Work instructions: What lines in the entries hold the string "this"? List them.

(Extracted data Opens)

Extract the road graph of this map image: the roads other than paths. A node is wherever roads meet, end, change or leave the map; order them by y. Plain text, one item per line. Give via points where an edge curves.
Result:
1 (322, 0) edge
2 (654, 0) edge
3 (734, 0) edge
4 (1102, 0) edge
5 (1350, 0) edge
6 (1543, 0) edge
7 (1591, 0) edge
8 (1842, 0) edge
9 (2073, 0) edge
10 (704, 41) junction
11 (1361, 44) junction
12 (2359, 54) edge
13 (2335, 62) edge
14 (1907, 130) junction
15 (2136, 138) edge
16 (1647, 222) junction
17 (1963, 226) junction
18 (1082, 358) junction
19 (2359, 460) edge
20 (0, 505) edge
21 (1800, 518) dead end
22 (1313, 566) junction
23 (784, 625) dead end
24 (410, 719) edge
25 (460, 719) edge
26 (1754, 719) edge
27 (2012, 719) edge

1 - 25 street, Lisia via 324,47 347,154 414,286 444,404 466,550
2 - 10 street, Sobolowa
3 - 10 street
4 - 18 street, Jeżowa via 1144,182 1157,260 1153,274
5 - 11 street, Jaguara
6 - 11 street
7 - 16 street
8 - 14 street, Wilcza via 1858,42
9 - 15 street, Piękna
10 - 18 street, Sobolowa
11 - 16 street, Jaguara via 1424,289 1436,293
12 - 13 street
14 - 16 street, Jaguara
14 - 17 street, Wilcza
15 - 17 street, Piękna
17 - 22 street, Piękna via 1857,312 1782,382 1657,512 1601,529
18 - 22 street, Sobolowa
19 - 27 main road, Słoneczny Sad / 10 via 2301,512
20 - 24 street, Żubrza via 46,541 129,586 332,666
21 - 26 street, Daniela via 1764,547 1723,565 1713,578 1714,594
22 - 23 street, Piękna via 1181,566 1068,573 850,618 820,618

(Extracted data Closes)
(Extracted data Opens)

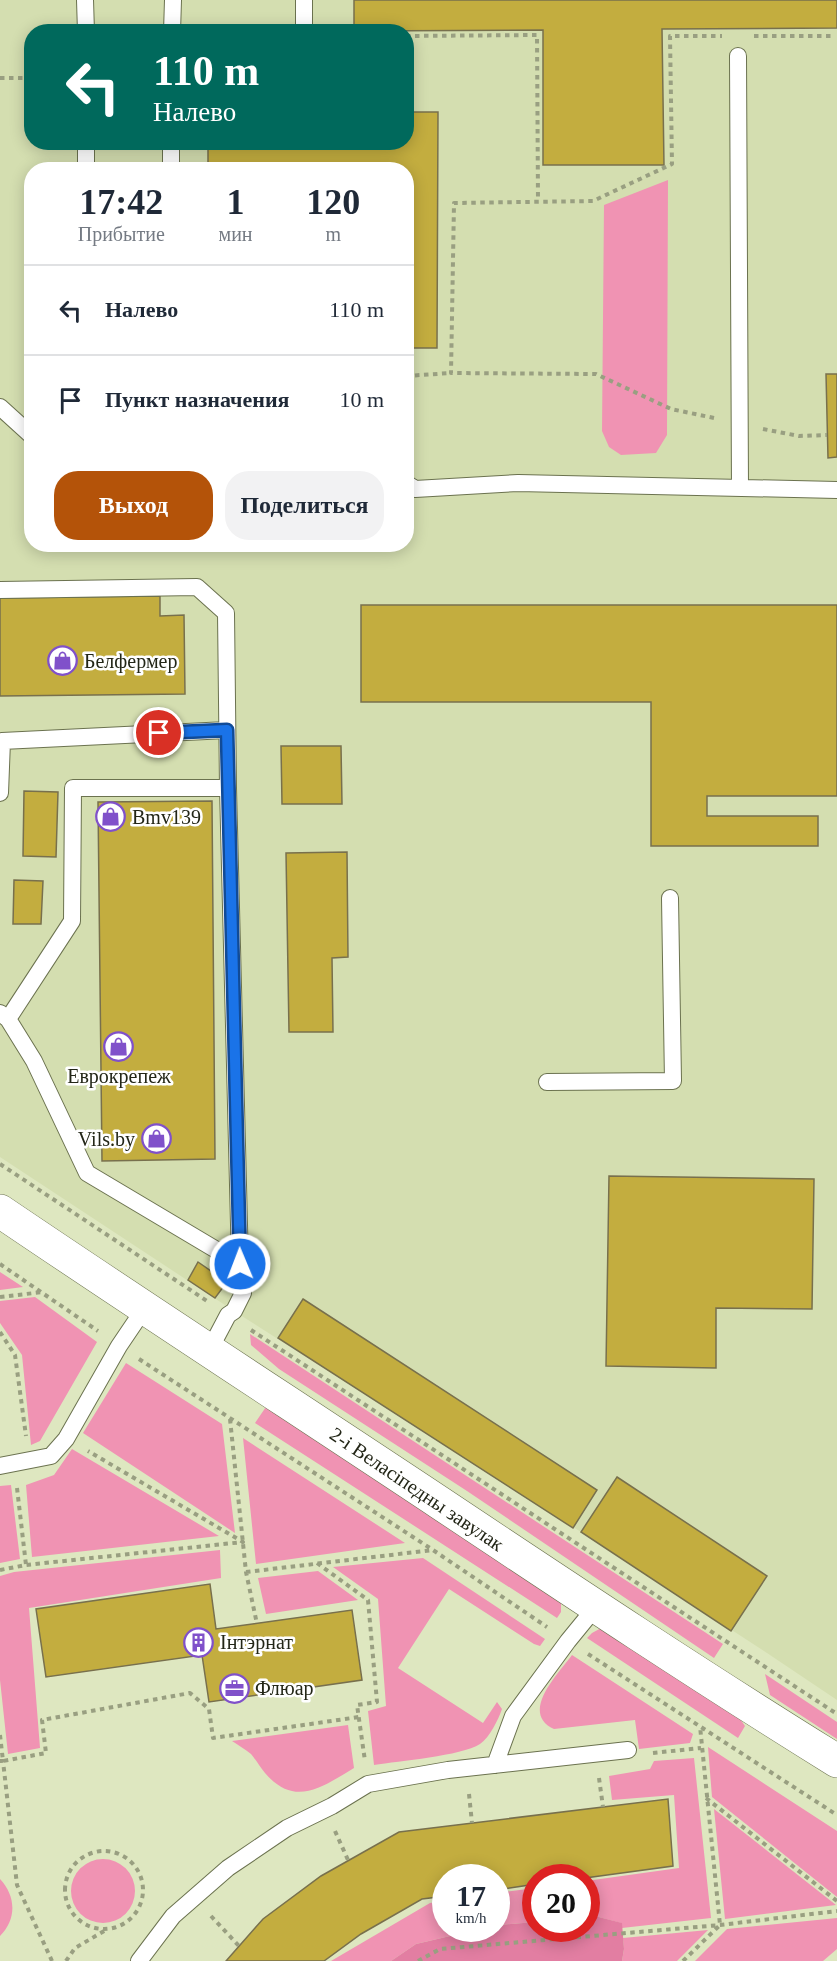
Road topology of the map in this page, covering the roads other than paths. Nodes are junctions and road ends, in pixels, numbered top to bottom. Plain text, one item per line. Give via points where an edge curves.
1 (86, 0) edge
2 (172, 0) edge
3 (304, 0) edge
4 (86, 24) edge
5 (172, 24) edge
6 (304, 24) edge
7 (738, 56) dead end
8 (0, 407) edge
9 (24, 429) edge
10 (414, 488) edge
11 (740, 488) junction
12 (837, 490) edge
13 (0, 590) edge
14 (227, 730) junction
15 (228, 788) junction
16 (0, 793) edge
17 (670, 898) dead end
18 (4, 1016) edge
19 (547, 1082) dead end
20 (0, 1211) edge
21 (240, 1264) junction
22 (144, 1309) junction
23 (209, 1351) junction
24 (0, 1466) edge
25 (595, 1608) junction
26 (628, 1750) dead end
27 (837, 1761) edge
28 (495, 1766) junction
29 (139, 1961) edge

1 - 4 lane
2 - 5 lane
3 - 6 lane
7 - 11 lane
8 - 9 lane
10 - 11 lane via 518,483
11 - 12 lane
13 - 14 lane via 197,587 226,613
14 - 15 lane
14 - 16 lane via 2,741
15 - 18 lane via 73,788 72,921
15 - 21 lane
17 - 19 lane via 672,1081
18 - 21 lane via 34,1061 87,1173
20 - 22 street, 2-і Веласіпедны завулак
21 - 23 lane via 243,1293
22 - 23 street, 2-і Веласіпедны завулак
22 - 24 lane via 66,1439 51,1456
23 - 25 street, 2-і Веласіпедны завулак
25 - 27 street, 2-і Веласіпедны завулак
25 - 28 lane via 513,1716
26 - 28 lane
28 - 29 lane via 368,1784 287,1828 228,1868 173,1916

(Extracted data Closes)

Solution:
Extract the road graph of this map image: the roads other than paths. A node is wherever roads meet, end, change or leave the map; order them by y. Plain text, one item per line. Give via points where an edge curves.
Road topology of the map in this page, covering the roads other than paths. Nodes are junctions and road ends, in pixels, numbered top to bottom. Plain text, one item per line. Give via points where an edge curves.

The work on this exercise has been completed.